Currently there is no standard of care for mesothelioma patients after the first line of therapy. First-line therapy consists of the first rounds of chemotherapy, radiation and surgery. Sometimes this treatment is very effective at removing the cancer.
However, there is no treatment available to prevent the cancer from growing back after the first line of therapy. The science behind defactinib strongly suggests cancer stem cells cause the relapse and spread of mesothelioma.
“In mesothelioma there is particular genetic change that occurs quite frequently in about 40 to 50 percent of patients that makes those tumors possibly more susceptible to one of our cancer stem cell targeting drugs,” said Horobin.
Essentially, the development of an effective maintenance treatment for mesothelioma means survival rates for mesothelioma could increase across the board.
Weeding the Garden
Horobin used a metaphor to explain how defactinib could help mesothelioma patients live much longer. She described a lawn plagued by dandelions that keep growing back despite constant mowing.

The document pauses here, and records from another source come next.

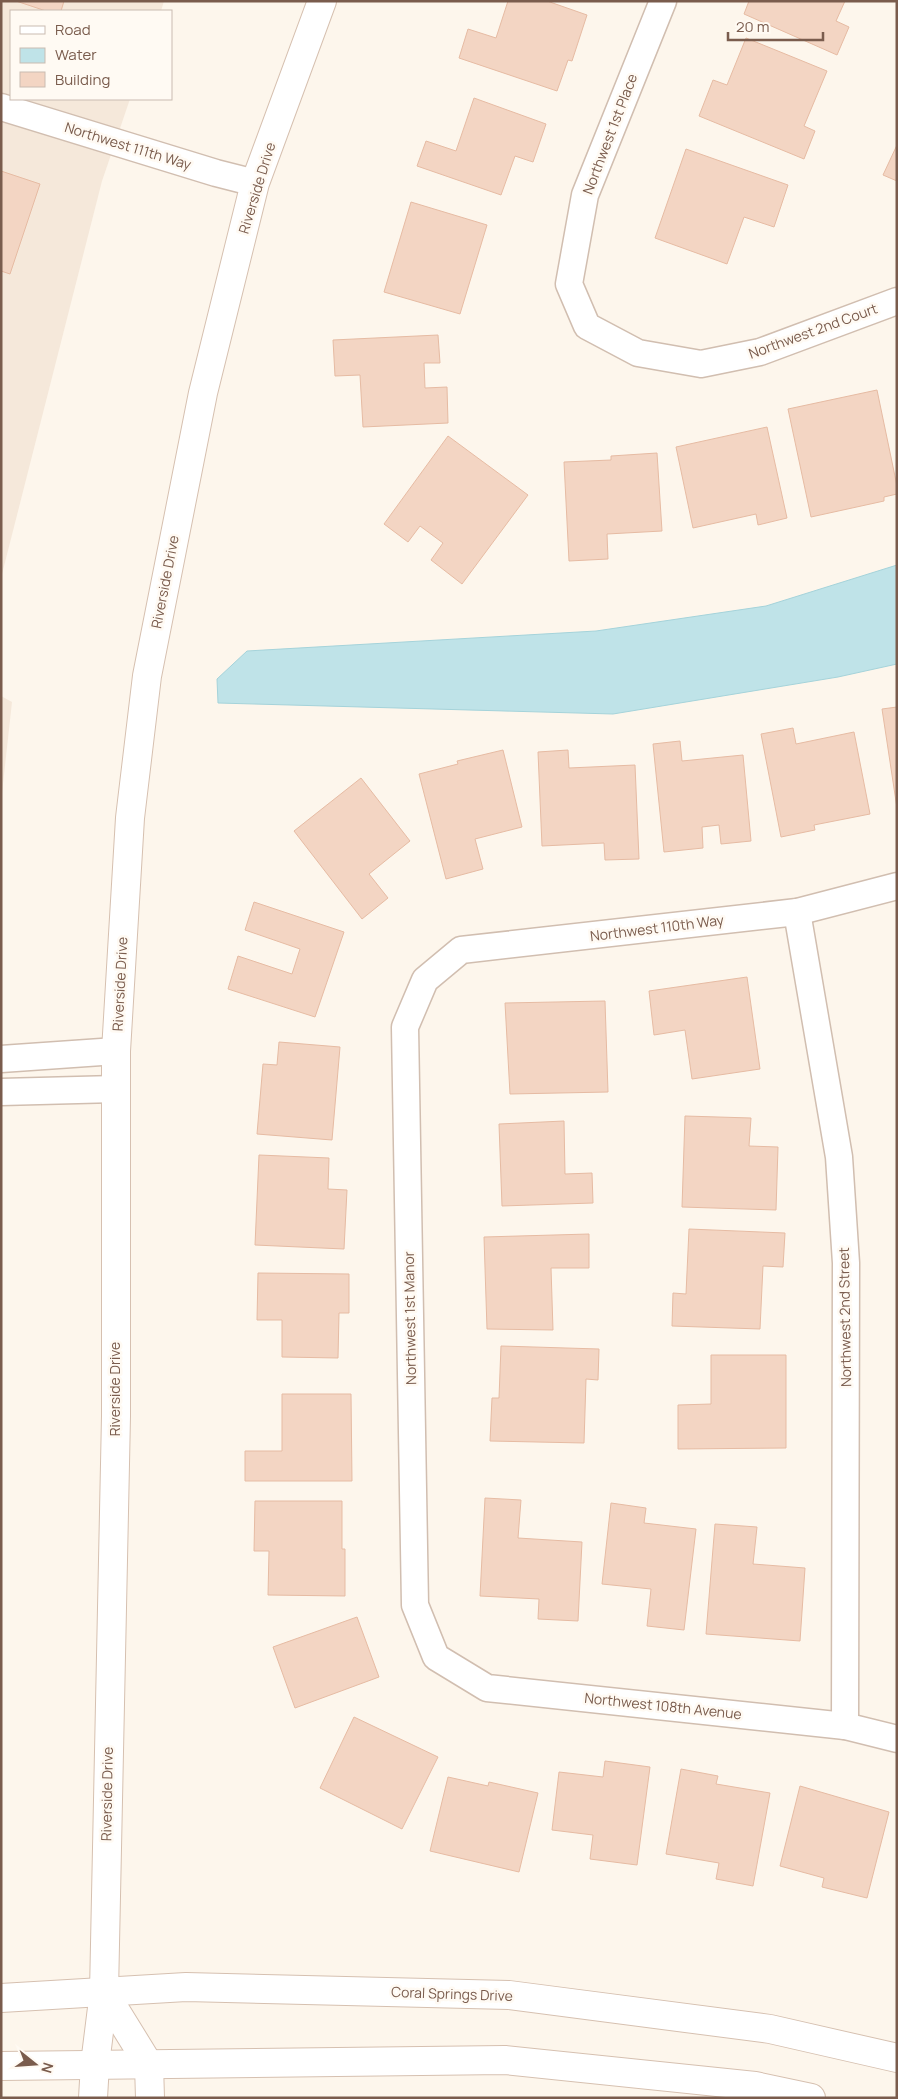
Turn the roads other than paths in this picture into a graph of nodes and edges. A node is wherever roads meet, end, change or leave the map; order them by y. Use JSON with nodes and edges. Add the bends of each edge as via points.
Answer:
{"nodes":[{"id":1,"x":322,"y":1,"type":"edge"},
{"id":2,"x":662,"y":1,"type":"edge"},
{"id":3,"x":1,"y":108,"type":"edge"},
{"id":4,"x":255,"y":183,"type":"junction"},
{"id":5,"x":897,"y":301,"type":"edge"},
{"id":6,"x":587,"y":326,"type":"joint"},
{"id":7,"x":897,"y":886,"type":"edge"},
{"id":8,"x":797,"y":912,"type":"junction"},
{"id":9,"x":425,"y":980,"type":"joint"},
{"id":10,"x":116,"y":1050,"type":"junction"},
{"id":11,"x":1,"y":1059,"type":"edge"},
{"id":12,"x":116,"y":1089,"type":"junction"},
{"id":13,"x":1,"y":1092,"type":"edge"},
{"id":14,"x":436,"y":1656,"type":"joint"},
{"id":15,"x":846,"y":1726,"type":"junction"},
{"id":16,"x":897,"y":1739,"type":"edge"},
{"id":17,"x":104,"y":1992,"type":"junction"},
{"id":18,"x":1,"y":1998,"type":"edge"},
{"id":19,"x":897,"y":2058,"type":"edge"},
{"id":20,"x":94,"y":2064,"type":"junction"},
{"id":21,"x":149,"y":2065,"type":"junction"},
{"id":22,"x":1,"y":2066,"type":"edge"},
{"id":23,"x":94,"y":2098,"type":"edge"},
{"id":24,"x":150,"y":2098,"type":"edge"},
{"id":25,"x":811,"y":2098,"type":"edge"}],
"edges":[{"from":1,"to":4,"type":"street","name":"Riverside Drive"},
{"from":2,"to":6,"type":"street","name":"Northwest 1st Place","via":[[585,195],[569,284]]},
{"from":3,"to":4,"type":"street","name":"Northwest 111th Way"},
{"from":4,"to":10,"type":"street","name":"Riverside Drive","via":[[203,393],[147,676],[130,818]]},
{"from":5,"to":6,"type":"street","name":"Northwest 2nd Court","via":[[760,352],[701,364],[638,353]]},
{"from":7,"to":8,"type":"street","name":"Northwest 110th Way"},
{"from":8,"to":9,"type":"street","name":"Northwest 110th Way","via":[[460,950]]},
{"from":8,"to":15,"type":"street","name":"Northwest 2nd Street","via":[[839,1157],[846,1263]]},
{"from":9,"to":14,"type":"street","name":"Northwest 1st Manor","via":[[405,1027],[415,1605]]},
{"from":10,"to":11,"type":"street"},
{"from":10,"to":12,"type":"street","name":"Riverside Drive"},
{"from":12,"to":13,"type":"street"},
{"from":12,"to":17,"type":"street","name":"Riverside Drive","via":[[115,1426]]},
{"from":14,"to":15,"type":"street","name":"Northwest 108th Avenue","via":[[487,1688]]},
{"from":15,"to":16,"type":"street","name":"Northwest 108th Avenue"},
{"from":17,"to":18,"type":"street","name":"Coral Springs Drive"},
{"from":17,"to":19,"type":"street","name":"Coral Springs Drive","via":[[186,1987],[509,1995],[770,2029]]},
{"from":17,"to":20,"type":"street","name":"Riverside Drive"},
{"from":17,"to":21,"type":"street"},
{"from":20,"to":21,"type":"street"},
{"from":20,"to":22,"type":"street"},
{"from":20,"to":23,"type":"street","name":"Riverside Drive"},
{"from":21,"to":24,"type":"street"},
{"from":21,"to":25,"type":"street","via":[[505,2060],[755,2086]]}]}
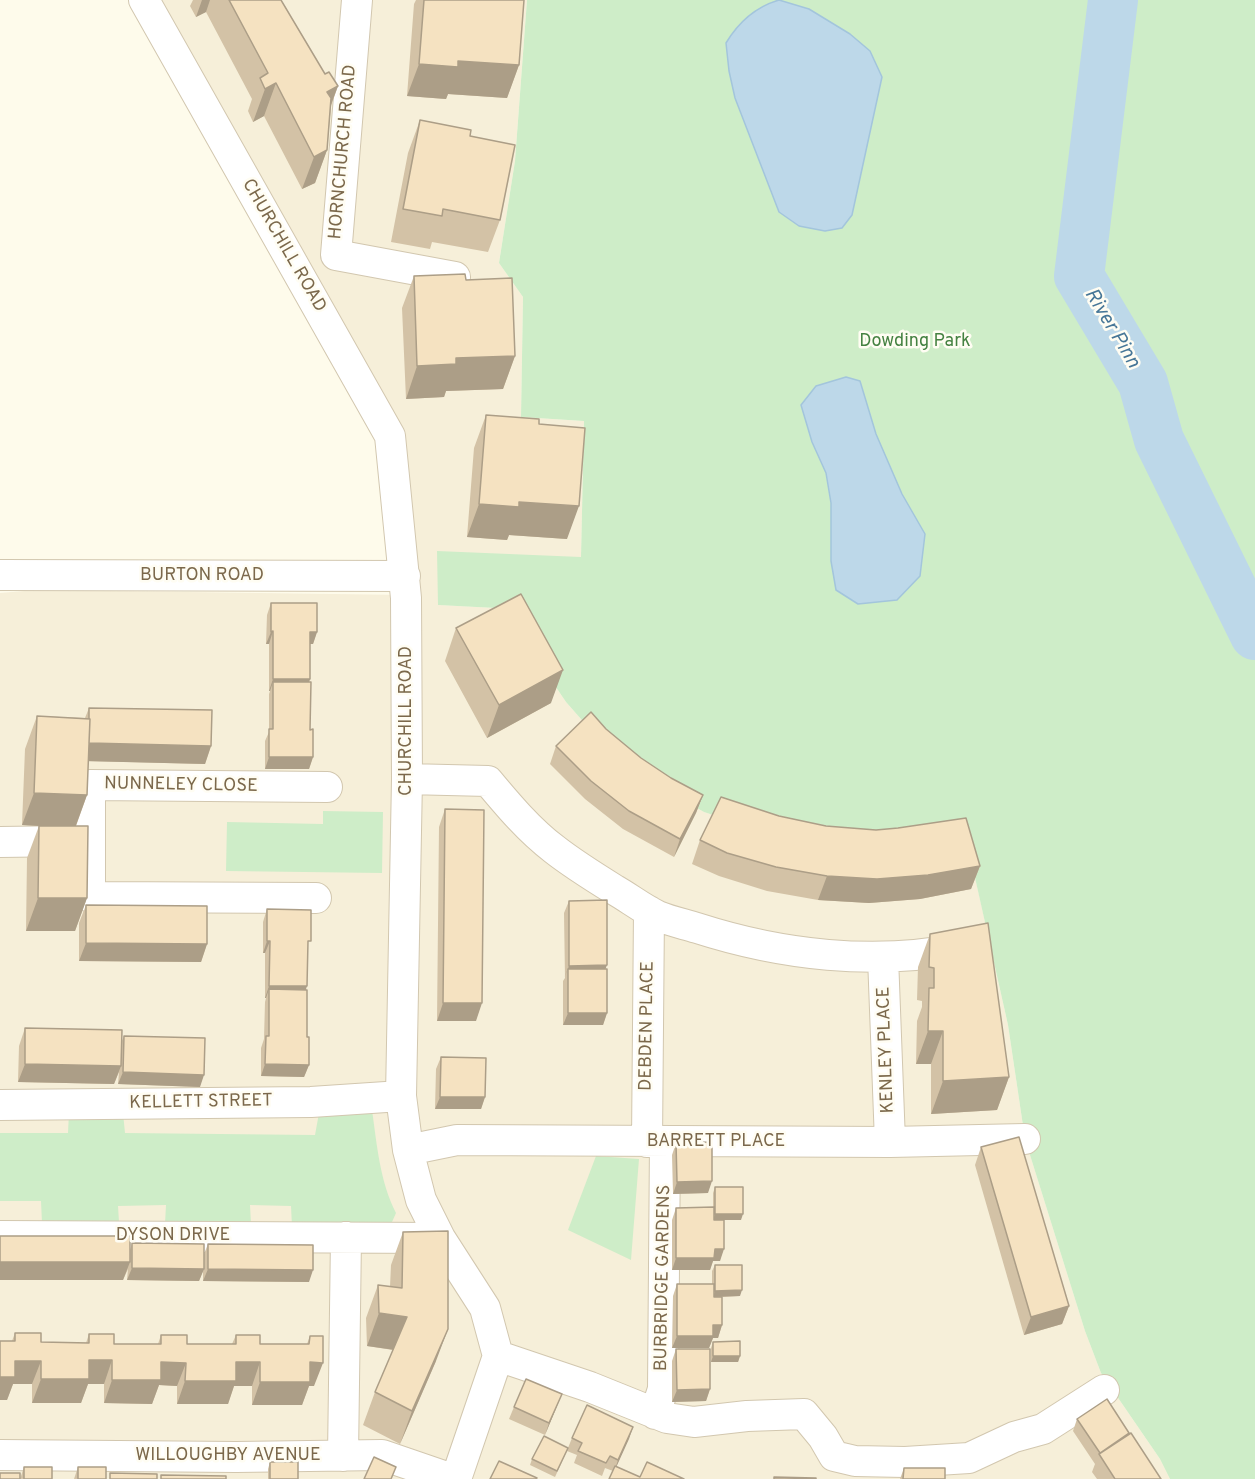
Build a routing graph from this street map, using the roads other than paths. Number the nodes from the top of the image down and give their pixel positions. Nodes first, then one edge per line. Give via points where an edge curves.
1 (144, 0) edge
2 (357, 0) edge
3 (455, 277) edge
4 (0, 575) edge
5 (405, 576) junction
6 (407, 779) junction
7 (327, 787) dead end
8 (90, 841) junction
9 (0, 842) edge
10 (316, 898) dead end
11 (649, 911) junction
12 (987, 944) edge
13 (883, 957) junction
14 (401, 1096) junction
15 (0, 1105) edge
16 (1024, 1139) dead end
17 (656, 1142) junction
18 (890, 1142) junction
19 (408, 1150) junction
20 (0, 1236) edge
21 (346, 1237) junction
22 (440, 1238) junction
23 (498, 1356) junction
24 (1104, 1390) dead end
25 (655, 1414) junction
26 (0, 1455) edge
27 (343, 1455) junction
28 (969, 1468) edge
29 (452, 1479) edge
30 (456, 1479) edge

1 - 5 street, CHURCHILL ROAD via 390,436
2 - 3 street, HORNCHURCH ROAD via 336,255
4 - 5 street, BURTON ROAD
5 - 6 street, CHURCHILL ROAD
6 - 11 street via 488,781 553,849
6 - 14 street, CHURCHILL ROAD
7 - 8 street, NUNNELEY CLOSE via 90,784
8 - 9 street
8 - 10 street, NUNNELEY CLOSE via 90,897
11 - 13 street via 720,935 778,948
11 - 17 street, DEBDEN PLACE
12 - 13 street
13 - 18 street, KENLEY PLACE
14 - 15 street, KELLETT STREET via 312,1102
14 - 19 street, CHURCHILL ROAD
16 - 18 street, BARRETT PLACE
17 - 18 street, BARRETT PLACE
17 - 19 street, BARRETT PLACE via 457,1140
17 - 25 street, BURBRIDGE GARDENS via 663,1389
19 - 22 street, CHURCHILL ROAD via 421,1200
20 - 21 street, DYSON DRIVE
21 - 22 street, DYSON DRIVE
21 - 27 street
22 - 23 street, CHURCHILL ROAD via 485,1308
23 - 25 street
23 - 30 street
24 - 28 street via 1043,1429 1014,1437
25 - 28 street via 694,1422 804,1414 834,1456
26 - 27 street, WILLOUGHBY AVENUE
27 - 29 street, WILLOUGHBY AVENUE via 382,1455

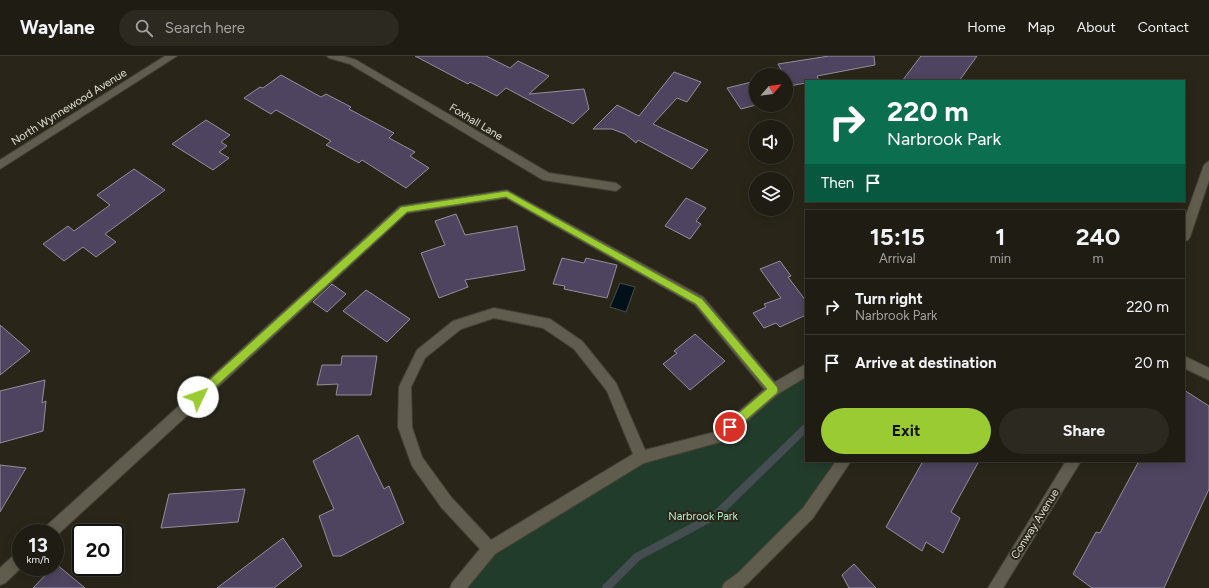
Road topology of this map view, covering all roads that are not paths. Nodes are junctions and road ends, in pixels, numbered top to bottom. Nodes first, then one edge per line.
1 (172, 56) edge
2 (332, 56) edge
3 (0, 165) edge
4 (1209, 165) edge
5 (616, 187) dead end
6 (1185, 234) edge
7 (1185, 362) edge
8 (805, 371) edge
9 (1209, 374) edge
10 (773, 390) junction
11 (641, 457) junction
12 (843, 462) edge
13 (1073, 462) edge
14 (59, 524) edge
15 (490, 549) junction
16 (12, 567) edge
17 (0, 578) edge
18 (456, 588) edge
19 (728, 588) edge
20 (995, 588) edge

1 - 3 street, North Wynnewood Avenue
2 - 5 street, Foxhall Lane
4 - 6 street
7 - 9 street
8 - 10 street
10 - 11 street
10 - 14 street
11 - 15 street
11 - 15 street
12 - 19 street
13 - 20 street, Conway Avenue
15 - 18 street
16 - 17 street

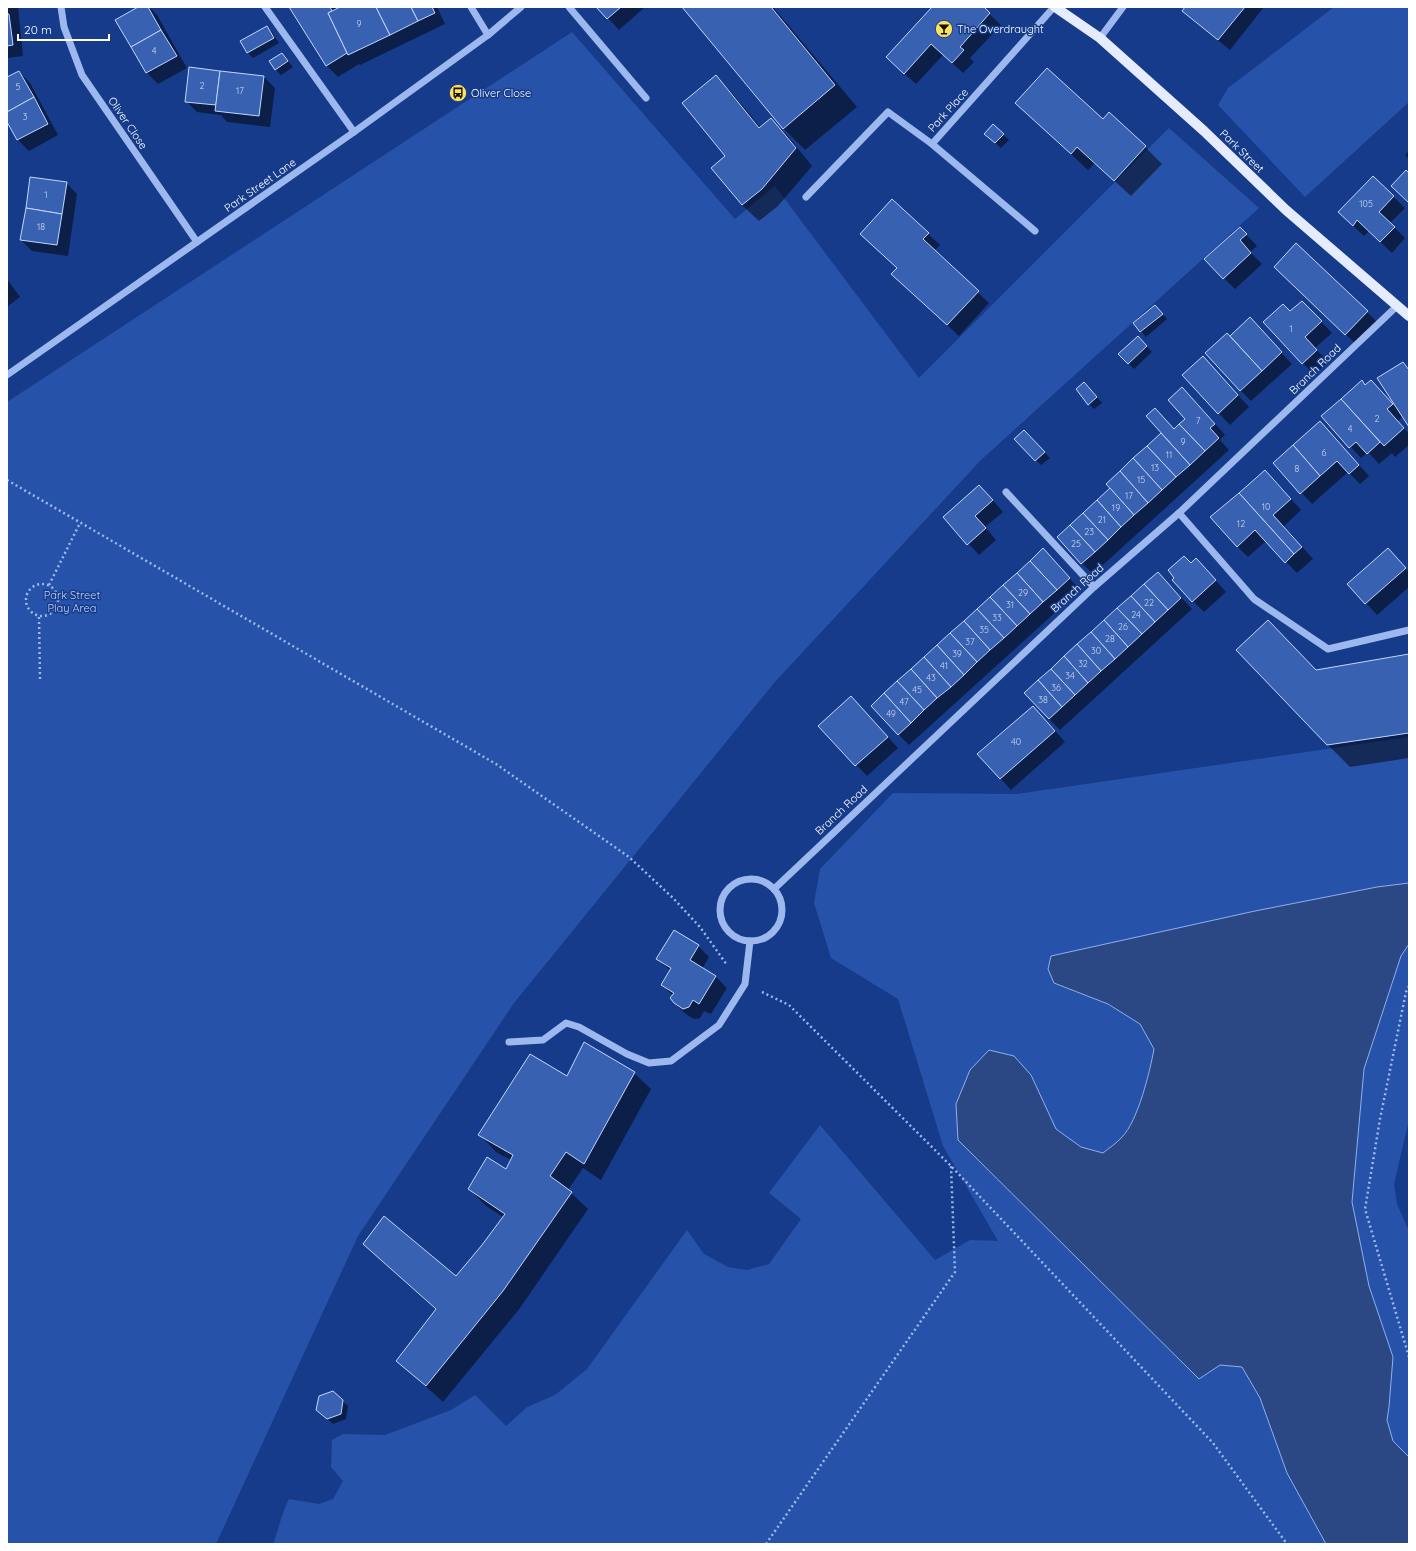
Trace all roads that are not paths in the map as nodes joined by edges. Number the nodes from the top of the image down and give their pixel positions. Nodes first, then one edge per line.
1 (61, 7) edge
2 (265, 7) edge
3 (471, 7) edge
4 (521, 7) edge
5 (569, 7) edge
6 (1055, 7) edge
7 (1123, 7) edge
8 (488, 34) junction
9 (1100, 38) junction
10 (646, 98) dead end
11 (354, 132) junction
12 (932, 144) junction
13 (806, 198) dead end
14 (1035, 231) dead end
15 (197, 242) junction
16 (1397, 306) junction
17 (1409, 316) edge
18 (7, 375) edge
19 (1006, 492) dead end
20 (1179, 513) junction
21 (1094, 587) junction
22 (1409, 630) edge
23 (774, 889) junction
24 (750, 941) junction
25 (509, 1042) dead end

1 - 15 street, Oliver Close
2 - 11 street
3 - 8 street
4 - 8 street, Park Street Lane
5 - 10 street
6 - 9 main road, Park Street
6 - 12 street, Park Place
7 - 9 street
8 - 11 street, Park Street Lane
9 - 16 main road, Park Street
11 - 15 street, Park Street Lane
12 - 13 street
12 - 14 street, Park Place
15 - 18 street, Park Street Lane
16 - 17 main road, Park Street
16 - 20 street, Branch Road
19 - 21 street
20 - 21 street, Branch Road
20 - 22 street
21 - 23 street, Branch Road
23 - 24 street
23 - 24 street
24 - 25 street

Chemotherapy can shrink mesothelioma tumors, but cancer stem cells–the dandelions in this metaphor–keep growing back, allowing the tumor to continue growing.
Horobin said that after a patient has chemotherapy “the tumor will eventually come back, so what we want to do is find the dandelion in that tumor, the cancer stem cell, and essentially put weed-killer on it.”
Although defactinib won’t necessarily eradicate tumors, mesothelioma could be managed, preventing the disease from advancing.
Placebo-Controlled Trials Mean Faster Answers
Many patients are understandably concerned about participating in placebo-controlled clinical trials because some of them won’t receive any treatment. Ethical discrepancies can arise from placebo-controlled clinical trials, but these concerns are typically associated with diseases and ailments for which there is an approved treatment.
“In this particular setting, there is no standard of care,” said Horobin.
As it stands, there is no approved maintenance treatment for mesothelioma, much less any drug that has come close to being effective in this setting. Horobin explained how this phase II study may change this reality.
“The real advantage I see, particularly as a drug developer,” said Horobin, “is that if we are lucky enough that this drug actually does produce a benefit in patients with mesothelioma…then take that to the FDA, and other regulatory agencies around the world, they are much more likely inclined to believe the results if the study is being done in a placebo-controlled way.”
This translates into a fast-track toward FDA approval if defactinib proves successful. Furthermore, because there is no maintenance treatment for mesothelioma, patients could feasibly qualify for compassionate use if this study shows a survival benefit. What this means is patients diagnosed with a deadly disease can qualify for the use of unapproved drugs if there are no other treatments available. Drugs issued under compassionate use typically end up being approved later on.